■ WHAT THE TASK REQUIRES ■
Repeat the entries below in full, with every character unchanged.

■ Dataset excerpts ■
☆ ☆ ☆

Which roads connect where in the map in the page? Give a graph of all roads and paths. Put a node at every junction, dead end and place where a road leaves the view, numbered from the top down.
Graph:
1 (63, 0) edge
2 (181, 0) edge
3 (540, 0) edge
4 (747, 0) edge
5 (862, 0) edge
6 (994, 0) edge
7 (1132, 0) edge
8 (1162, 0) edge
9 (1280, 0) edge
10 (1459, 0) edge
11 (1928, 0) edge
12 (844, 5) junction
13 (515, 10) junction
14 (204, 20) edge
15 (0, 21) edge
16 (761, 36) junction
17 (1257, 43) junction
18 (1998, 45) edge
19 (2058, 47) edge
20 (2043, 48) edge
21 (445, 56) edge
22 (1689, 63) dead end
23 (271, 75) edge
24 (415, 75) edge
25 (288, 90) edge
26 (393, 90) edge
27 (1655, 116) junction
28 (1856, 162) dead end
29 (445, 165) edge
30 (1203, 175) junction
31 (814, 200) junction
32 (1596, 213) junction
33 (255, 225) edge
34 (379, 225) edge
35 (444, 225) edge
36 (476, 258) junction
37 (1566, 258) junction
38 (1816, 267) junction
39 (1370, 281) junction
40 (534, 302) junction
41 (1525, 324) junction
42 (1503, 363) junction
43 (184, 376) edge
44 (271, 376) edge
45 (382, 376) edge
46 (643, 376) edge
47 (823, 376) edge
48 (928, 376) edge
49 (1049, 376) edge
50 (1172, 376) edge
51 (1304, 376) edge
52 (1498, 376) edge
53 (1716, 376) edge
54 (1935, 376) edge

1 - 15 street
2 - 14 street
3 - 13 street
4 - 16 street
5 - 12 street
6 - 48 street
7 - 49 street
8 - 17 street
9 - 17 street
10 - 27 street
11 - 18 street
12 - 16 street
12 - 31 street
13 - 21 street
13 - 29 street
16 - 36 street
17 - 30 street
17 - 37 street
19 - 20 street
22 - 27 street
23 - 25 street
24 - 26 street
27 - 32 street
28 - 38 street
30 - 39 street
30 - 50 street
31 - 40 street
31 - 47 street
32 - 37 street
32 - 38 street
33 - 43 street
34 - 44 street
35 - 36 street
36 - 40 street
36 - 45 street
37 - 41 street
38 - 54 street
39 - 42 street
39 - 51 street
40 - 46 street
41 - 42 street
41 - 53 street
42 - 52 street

☆ ☆ ☆

■ ANSWER TO THIS PROBLEM ■
Which roads connect where in the map in the page? Give a graph of all roads and paths. Put a node at every junction, dead end and place where a road leaves the view, numbered from the top down.
Graph:
1 (63, 0) edge
2 (181, 0) edge
3 (540, 0) edge
4 (747, 0) edge
5 (862, 0) edge
6 (994, 0) edge
7 (1132, 0) edge
8 (1162, 0) edge
9 (1280, 0) edge
10 (1459, 0) edge
11 (1928, 0) edge
12 (844, 5) junction
13 (515, 10) junction
14 (204, 20) edge
15 (0, 21) edge
16 (761, 36) junction
17 (1257, 43) junction
18 (1998, 45) edge
19 (2058, 47) edge
20 (2043, 48) edge
21 (445, 56) edge
22 (1689, 63) dead end
23 (271, 75) edge
24 (415, 75) edge
25 (288, 90) edge
26 (393, 90) edge
27 (1655, 116) junction
28 (1856, 162) dead end
29 (445, 165) edge
30 (1203, 175) junction
31 (814, 200) junction
32 (1596, 213) junction
33 (255, 225) edge
34 (379, 225) edge
35 (444, 225) edge
36 (476, 258) junction
37 (1566, 258) junction
38 (1816, 267) junction
39 (1370, 281) junction
40 (534, 302) junction
41 (1525, 324) junction
42 (1503, 363) junction
43 (184, 376) edge
44 (271, 376) edge
45 (382, 376) edge
46 (643, 376) edge
47 (823, 376) edge
48 (928, 376) edge
49 (1049, 376) edge
50 (1172, 376) edge
51 (1304, 376) edge
52 (1498, 376) edge
53 (1716, 376) edge
54 (1935, 376) edge

1 - 15 street
2 - 14 street
3 - 13 street
4 - 16 street
5 - 12 street
6 - 48 street
7 - 49 street
8 - 17 street
9 - 17 street
10 - 27 street
11 - 18 street
12 - 16 street
12 - 31 street
13 - 21 street
13 - 29 street
16 - 36 street
17 - 30 street
17 - 37 street
19 - 20 street
22 - 27 street
23 - 25 street
24 - 26 street
27 - 32 street
28 - 38 street
30 - 39 street
30 - 50 street
31 - 40 street
31 - 47 street
32 - 37 street
32 - 38 street
33 - 43 street
34 - 44 street
35 - 36 street
36 - 40 street
36 - 45 street
37 - 41 street
38 - 54 street
39 - 42 street
39 - 51 street
40 - 46 street
41 - 42 street
41 - 53 street
42 - 52 street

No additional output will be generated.